▸ **What you are asked to do**:
Pick each line containing "West" out of the records.
[[ Data open ]]
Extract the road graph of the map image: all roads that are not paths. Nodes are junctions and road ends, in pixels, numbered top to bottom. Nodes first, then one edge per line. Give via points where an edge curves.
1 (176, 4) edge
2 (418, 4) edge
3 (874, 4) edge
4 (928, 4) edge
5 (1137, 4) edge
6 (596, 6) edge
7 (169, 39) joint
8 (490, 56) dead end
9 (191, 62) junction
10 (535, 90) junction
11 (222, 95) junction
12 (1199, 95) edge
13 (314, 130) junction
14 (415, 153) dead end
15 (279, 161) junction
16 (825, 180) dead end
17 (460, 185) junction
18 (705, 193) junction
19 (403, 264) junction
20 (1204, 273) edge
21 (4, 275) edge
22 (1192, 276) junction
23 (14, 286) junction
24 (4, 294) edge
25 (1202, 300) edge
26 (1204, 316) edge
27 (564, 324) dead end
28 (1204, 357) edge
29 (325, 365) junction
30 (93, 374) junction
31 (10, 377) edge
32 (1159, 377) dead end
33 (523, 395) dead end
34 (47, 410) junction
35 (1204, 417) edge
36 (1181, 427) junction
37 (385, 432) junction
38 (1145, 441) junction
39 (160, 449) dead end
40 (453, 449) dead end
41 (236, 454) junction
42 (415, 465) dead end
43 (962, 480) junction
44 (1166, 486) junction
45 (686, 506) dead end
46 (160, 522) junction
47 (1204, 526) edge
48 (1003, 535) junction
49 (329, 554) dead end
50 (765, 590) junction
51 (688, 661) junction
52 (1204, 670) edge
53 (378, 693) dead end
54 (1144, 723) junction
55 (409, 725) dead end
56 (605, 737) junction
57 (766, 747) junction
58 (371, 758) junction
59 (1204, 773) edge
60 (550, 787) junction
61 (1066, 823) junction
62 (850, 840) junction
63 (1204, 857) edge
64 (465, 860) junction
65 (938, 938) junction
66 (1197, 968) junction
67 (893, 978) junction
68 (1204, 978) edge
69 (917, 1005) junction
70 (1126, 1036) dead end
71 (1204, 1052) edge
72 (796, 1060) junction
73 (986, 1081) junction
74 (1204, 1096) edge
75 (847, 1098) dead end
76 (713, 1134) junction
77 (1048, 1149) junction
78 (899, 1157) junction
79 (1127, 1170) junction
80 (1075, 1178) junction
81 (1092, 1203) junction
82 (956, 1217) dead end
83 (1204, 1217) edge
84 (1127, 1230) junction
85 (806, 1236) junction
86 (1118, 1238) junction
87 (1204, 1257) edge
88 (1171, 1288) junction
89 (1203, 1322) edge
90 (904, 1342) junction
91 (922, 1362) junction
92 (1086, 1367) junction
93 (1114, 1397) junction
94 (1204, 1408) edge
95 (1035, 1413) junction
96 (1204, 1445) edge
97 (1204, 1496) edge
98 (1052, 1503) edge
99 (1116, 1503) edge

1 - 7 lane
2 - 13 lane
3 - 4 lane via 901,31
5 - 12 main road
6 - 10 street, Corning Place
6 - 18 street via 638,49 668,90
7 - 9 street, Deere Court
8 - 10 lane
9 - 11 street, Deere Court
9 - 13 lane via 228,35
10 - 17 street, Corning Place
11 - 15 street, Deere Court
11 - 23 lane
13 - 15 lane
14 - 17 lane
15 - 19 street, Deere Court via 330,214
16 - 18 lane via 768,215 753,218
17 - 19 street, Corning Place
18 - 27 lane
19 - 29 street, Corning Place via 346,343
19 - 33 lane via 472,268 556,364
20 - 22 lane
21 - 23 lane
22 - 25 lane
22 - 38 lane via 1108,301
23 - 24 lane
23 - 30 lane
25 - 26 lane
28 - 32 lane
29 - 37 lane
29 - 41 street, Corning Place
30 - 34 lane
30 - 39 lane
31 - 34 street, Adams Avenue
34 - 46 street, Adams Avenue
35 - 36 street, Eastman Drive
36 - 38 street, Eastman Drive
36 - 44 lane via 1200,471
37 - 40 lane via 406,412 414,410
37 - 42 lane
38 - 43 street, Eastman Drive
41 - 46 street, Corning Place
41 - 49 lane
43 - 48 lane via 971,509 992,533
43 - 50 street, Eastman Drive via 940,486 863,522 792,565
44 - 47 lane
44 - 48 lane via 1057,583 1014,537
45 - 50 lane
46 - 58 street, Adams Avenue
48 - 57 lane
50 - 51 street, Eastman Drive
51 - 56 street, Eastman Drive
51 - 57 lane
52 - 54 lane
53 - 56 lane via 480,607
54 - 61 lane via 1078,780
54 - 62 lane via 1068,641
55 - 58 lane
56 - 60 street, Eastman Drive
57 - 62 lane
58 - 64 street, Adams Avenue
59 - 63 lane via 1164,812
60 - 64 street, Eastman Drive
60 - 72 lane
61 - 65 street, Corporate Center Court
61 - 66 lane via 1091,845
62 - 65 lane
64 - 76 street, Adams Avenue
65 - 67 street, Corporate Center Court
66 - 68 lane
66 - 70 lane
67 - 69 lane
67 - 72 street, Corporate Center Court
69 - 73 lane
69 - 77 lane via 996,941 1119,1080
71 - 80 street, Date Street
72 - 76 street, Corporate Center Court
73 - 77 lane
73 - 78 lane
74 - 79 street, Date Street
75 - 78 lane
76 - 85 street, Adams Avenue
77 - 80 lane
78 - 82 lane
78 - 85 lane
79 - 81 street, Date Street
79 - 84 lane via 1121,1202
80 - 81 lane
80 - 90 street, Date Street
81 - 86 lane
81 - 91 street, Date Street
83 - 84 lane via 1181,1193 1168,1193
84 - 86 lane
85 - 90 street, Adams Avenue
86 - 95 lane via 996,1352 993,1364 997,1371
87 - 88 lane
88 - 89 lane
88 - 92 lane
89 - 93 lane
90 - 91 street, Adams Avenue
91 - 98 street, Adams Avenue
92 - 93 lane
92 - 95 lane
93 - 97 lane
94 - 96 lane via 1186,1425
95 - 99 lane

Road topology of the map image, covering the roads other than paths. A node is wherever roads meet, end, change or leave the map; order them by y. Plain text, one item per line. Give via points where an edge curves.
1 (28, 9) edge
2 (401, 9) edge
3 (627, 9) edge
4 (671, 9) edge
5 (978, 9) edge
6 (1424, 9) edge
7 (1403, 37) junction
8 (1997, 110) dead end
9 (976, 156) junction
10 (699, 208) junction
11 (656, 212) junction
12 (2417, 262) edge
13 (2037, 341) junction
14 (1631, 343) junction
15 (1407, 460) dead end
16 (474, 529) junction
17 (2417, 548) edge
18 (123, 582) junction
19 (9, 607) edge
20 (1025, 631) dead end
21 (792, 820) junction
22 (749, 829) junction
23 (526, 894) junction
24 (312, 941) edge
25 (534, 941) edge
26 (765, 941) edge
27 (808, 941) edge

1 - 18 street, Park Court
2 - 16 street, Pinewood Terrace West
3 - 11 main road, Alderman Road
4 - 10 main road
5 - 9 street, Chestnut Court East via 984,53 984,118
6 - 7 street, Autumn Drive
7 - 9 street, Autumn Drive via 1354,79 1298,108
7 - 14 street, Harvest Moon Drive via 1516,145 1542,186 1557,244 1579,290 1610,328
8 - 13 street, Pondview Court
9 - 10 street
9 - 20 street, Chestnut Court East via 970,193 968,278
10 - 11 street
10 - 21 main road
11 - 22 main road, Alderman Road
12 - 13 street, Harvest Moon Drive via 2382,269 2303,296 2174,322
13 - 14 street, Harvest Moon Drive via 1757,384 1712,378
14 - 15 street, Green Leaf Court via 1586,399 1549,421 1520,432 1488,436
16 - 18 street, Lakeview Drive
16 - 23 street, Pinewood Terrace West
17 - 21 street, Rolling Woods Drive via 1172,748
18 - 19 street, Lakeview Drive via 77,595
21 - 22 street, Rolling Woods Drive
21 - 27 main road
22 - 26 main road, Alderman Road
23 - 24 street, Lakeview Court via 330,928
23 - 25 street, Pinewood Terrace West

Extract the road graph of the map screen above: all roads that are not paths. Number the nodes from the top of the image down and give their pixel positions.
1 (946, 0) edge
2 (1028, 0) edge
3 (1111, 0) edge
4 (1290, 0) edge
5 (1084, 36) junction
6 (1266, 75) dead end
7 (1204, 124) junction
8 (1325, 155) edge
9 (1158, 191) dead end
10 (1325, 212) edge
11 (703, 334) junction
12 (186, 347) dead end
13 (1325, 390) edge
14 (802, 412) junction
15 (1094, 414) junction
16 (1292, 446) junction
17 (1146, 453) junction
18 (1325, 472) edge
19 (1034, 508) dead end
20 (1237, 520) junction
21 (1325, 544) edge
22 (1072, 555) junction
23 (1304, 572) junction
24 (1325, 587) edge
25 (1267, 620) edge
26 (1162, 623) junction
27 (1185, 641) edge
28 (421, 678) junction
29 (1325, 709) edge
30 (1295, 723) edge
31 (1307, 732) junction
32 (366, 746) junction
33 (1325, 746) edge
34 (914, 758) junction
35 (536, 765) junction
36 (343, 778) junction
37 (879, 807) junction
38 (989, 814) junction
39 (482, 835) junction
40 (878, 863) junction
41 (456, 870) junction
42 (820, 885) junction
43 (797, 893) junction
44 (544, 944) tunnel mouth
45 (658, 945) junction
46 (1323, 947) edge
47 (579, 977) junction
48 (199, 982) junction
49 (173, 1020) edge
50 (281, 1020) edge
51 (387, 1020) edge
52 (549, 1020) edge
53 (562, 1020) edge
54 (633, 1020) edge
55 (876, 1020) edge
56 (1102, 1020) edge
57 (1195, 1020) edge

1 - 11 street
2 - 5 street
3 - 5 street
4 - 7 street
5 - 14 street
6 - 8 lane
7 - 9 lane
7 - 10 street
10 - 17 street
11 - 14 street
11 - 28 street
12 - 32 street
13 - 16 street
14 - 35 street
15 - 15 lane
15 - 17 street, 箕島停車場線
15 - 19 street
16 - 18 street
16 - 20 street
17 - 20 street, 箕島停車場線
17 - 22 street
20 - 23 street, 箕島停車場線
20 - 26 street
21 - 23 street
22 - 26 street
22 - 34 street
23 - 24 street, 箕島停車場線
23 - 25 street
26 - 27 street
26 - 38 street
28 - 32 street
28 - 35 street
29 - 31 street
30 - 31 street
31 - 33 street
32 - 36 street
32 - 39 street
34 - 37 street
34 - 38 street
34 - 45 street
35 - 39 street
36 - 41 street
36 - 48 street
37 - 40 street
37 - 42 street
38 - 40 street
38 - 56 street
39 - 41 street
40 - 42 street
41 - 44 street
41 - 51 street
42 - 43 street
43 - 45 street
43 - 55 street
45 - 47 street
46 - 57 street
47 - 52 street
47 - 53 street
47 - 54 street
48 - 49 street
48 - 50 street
[[ Data closed ]]
▸ **Completed task**:
2 - 16 street, Pinewood Terrace West
16 - 23 street, Pinewood Terrace West
23 - 25 street, Pinewood Terrace West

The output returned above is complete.